We're tipping that Fiennes had to stifle her laughter during the scene where Jones struggles to open a stubborn mussel with a knife and quips, "I wish my pussy was this tight"! Fiennes laughs uproariously, "Her sense of humour is great," before sharing, "I think that's one of the reasons why she's experienced she's frightening to straight men... Grace has always been fully in possession of her erotic demands, haha, you know?"
Fiennes then acknowledges, "You see her take on men in the film: she takes on the TV producer guy, she takes on Robbie [Shakespeare, of Sly & Robbie]... she takes on men without any fear and I think that there's something fantastic [about seeing] that, you know. 'Cause a lot of people say, about #MeToo: what do I think of that and Harvey Weinstein? And I just think that Grace has been demonised for being a crazy woman or cast - you know, 'She's like this. Oh, isn't she crazy?' or, 'She's mad!' But actually, you know, you see in the film that she's not mad at all, but she's herself! And that means things are on her terms."
An interview on YouTube titled Sexist Interview, which features Jones being interviewed on Australian current affairs program Day By Day back in 1985, is a perfect example of how she was demonised. The reporter asks Jones at the start of this interview, "Should I be worried about interviewing you?"
"Why?" Jones laughs, "I don't think so."
-"You have a notorious reputation though, don't you?"
"Of what?"
-"Well, there's a reputation of, first of all hitting someone in a London interview."
"Yeah. And," Jones smiles. "Is that all I've got to me credit?"
-"But should I be worried about interviewing you?"
"Oh no, no not at all."
-"But you come across as a very aggressive lady, is that the case?"
"I think being aggressive in a positive way is good and it protects me as well, I mean, it puts everyone on their guard [laughs], to be nice to me," laughs again, trying to keep it light.
-[Later in the interview] "Do you find women attractive?"
"I find women attractive; I think if I didn't I wouldn't find myself attractive!"
-"Does that make you bisexual?"
"It doesn't make me anything.

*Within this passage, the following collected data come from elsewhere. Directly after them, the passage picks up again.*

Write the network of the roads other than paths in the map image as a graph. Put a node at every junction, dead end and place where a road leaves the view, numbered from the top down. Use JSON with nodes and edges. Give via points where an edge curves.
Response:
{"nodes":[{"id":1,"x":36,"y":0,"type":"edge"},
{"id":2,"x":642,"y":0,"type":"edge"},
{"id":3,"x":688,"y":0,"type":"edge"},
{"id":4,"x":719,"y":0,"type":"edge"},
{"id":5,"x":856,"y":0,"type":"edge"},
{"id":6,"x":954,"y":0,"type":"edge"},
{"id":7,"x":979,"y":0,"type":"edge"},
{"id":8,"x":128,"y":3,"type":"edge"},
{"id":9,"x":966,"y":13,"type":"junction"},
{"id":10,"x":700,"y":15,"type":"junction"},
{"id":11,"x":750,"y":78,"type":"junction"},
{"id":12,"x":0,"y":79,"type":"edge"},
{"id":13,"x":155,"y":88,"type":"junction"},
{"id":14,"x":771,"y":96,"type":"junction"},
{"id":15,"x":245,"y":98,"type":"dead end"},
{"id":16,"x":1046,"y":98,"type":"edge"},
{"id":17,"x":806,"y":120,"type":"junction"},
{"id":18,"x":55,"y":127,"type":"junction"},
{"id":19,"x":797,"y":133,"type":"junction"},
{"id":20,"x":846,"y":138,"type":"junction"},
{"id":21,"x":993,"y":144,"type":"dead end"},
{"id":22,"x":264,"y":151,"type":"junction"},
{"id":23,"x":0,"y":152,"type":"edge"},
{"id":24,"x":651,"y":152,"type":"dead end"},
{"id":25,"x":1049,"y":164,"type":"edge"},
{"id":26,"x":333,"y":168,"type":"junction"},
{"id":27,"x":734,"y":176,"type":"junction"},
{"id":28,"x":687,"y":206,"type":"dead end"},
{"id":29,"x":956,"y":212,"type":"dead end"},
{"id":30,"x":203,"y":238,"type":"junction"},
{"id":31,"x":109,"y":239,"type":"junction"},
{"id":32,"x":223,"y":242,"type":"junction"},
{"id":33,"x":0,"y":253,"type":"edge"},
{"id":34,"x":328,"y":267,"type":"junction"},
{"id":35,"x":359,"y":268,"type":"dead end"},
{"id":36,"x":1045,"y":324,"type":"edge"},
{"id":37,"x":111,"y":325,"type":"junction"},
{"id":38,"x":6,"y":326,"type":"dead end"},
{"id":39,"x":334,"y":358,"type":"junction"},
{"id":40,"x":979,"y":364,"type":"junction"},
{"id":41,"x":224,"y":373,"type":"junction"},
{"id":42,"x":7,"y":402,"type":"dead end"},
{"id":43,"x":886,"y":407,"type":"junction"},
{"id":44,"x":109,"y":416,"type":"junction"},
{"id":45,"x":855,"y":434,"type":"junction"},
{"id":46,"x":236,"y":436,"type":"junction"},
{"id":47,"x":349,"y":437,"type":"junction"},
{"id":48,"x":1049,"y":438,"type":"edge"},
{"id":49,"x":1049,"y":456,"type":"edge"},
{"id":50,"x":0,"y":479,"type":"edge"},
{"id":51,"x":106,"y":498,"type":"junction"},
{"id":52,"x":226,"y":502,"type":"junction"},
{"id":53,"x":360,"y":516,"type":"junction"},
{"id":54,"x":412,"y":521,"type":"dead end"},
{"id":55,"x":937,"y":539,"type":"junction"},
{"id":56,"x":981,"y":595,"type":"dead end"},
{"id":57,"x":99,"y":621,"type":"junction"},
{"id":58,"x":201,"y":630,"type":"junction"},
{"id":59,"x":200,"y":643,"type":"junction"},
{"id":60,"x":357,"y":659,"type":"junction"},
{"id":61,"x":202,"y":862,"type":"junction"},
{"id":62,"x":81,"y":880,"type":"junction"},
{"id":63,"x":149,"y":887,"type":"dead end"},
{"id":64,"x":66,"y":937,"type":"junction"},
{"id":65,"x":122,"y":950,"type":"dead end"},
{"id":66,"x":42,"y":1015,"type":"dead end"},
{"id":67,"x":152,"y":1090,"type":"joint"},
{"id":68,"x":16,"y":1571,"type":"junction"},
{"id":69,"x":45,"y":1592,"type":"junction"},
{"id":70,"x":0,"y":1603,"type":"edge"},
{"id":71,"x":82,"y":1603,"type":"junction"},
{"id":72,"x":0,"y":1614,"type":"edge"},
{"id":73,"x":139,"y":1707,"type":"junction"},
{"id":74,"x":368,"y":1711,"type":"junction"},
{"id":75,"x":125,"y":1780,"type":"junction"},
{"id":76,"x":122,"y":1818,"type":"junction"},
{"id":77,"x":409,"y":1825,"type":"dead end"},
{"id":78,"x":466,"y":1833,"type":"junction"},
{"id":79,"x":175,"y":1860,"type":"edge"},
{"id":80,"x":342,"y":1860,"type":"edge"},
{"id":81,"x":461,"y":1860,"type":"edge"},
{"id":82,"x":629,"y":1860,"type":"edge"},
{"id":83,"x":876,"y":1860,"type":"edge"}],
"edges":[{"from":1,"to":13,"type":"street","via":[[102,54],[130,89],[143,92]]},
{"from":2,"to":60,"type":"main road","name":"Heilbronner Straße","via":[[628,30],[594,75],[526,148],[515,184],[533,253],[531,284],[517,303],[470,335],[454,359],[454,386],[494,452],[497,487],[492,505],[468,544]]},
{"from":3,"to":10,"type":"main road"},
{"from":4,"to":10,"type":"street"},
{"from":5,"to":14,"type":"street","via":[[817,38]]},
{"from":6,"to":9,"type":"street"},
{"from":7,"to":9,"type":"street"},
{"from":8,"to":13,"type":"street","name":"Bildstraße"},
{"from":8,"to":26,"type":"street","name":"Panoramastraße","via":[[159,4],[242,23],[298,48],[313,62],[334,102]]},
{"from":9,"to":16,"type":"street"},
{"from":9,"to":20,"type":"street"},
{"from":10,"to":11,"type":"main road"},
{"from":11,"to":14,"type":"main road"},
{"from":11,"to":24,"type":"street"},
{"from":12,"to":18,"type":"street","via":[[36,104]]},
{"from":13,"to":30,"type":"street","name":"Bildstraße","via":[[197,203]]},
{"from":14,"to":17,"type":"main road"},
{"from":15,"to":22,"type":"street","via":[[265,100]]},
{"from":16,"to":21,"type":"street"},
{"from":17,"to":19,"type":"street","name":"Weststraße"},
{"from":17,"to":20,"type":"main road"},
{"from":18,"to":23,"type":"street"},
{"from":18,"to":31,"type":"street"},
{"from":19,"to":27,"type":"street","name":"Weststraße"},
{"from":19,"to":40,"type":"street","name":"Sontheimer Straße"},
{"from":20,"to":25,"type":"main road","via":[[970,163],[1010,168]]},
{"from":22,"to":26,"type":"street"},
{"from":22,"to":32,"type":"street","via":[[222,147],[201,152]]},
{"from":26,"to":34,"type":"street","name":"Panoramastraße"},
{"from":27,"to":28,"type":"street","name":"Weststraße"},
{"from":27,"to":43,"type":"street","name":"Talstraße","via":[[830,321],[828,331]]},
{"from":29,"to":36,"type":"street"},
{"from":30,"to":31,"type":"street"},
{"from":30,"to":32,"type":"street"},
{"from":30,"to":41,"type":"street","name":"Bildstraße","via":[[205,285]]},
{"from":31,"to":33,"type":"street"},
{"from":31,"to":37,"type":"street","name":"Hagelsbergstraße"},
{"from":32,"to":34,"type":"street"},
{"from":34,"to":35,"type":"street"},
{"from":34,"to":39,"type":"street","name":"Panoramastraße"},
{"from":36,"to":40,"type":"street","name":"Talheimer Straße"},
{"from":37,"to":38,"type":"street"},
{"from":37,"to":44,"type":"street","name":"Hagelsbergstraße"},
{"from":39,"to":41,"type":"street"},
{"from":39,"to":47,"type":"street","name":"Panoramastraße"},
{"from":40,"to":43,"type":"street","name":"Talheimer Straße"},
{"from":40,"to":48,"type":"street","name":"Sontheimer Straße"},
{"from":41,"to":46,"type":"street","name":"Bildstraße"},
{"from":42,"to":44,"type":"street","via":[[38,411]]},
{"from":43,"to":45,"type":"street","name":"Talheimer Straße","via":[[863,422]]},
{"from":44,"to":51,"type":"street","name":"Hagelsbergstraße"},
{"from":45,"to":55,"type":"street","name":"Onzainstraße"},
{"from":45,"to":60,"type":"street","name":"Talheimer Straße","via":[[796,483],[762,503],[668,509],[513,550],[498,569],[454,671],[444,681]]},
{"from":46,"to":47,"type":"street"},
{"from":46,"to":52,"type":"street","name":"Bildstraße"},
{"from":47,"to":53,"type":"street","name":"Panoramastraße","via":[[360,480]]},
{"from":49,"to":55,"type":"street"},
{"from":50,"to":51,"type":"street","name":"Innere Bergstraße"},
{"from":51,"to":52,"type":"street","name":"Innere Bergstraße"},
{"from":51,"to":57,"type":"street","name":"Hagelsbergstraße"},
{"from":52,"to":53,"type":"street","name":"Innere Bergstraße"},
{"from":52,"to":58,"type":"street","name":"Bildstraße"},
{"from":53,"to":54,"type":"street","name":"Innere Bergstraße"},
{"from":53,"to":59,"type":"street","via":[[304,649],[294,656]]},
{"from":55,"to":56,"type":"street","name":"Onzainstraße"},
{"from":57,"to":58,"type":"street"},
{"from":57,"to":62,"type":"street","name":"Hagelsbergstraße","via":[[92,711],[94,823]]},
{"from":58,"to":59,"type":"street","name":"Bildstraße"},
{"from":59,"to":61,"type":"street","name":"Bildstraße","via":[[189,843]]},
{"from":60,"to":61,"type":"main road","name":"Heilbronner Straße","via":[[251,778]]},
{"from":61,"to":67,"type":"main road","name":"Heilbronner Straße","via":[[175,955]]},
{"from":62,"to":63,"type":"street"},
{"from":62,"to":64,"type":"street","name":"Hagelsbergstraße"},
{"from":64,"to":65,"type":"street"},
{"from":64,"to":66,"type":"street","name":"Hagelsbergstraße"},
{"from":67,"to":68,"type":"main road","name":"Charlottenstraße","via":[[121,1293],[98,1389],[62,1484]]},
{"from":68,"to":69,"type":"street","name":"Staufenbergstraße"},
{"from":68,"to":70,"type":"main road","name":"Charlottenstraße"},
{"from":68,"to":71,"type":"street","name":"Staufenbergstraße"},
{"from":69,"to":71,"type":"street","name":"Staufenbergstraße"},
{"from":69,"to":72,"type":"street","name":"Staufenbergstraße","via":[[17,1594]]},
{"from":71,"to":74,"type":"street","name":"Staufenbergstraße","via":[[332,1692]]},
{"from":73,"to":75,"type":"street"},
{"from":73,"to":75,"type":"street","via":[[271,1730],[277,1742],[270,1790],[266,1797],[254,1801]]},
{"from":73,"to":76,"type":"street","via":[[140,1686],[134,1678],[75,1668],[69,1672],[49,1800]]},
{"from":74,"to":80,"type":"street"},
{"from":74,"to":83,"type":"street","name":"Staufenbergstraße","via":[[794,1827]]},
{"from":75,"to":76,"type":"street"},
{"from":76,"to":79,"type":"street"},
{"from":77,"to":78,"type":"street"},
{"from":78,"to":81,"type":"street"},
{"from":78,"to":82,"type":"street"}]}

I think it's ridiculous trying to categorise people's feelings or saying, 'What does one prefer?" There's no comparison... Do what you feel when you feel like it if you feel like it."
-"That may be, to some people, quite shocking."
"What's shocking? To do what you feel when you feel like it if you feel like it?"
We can only imagine how many times Jones encountered misogyny throughout her illustrious career and chose to laugh in the face of it. "I know," Fiennes concurs. Did this topic come up much in conversation while they were filming the doco? "Well, you see, the thing about Grace is that she can tell you anecdote after anecdote.
"Now is the time for women!" - Grace Jones
"She claims what matters to her and that's her huge strength, you know? That is her huge strength and I think it's very exciting that the timing for the film coming out is so good, or how it can kind of enter and hopefully be part of this conversation. Sometimes you just have to use your instincts and there was a point where it just suddenly felt right - for me and her - we were like, 'Let's complete it now,' you know, and, yeah! I mean she is a force to be reckoned with and I think that there is a kind of cultural pressure on girls that they'll be rewarded for being, you know, basically submissive, but there are no rewards for that, really."
Grace Jones: Bloodlight And Bami screens from 8 March.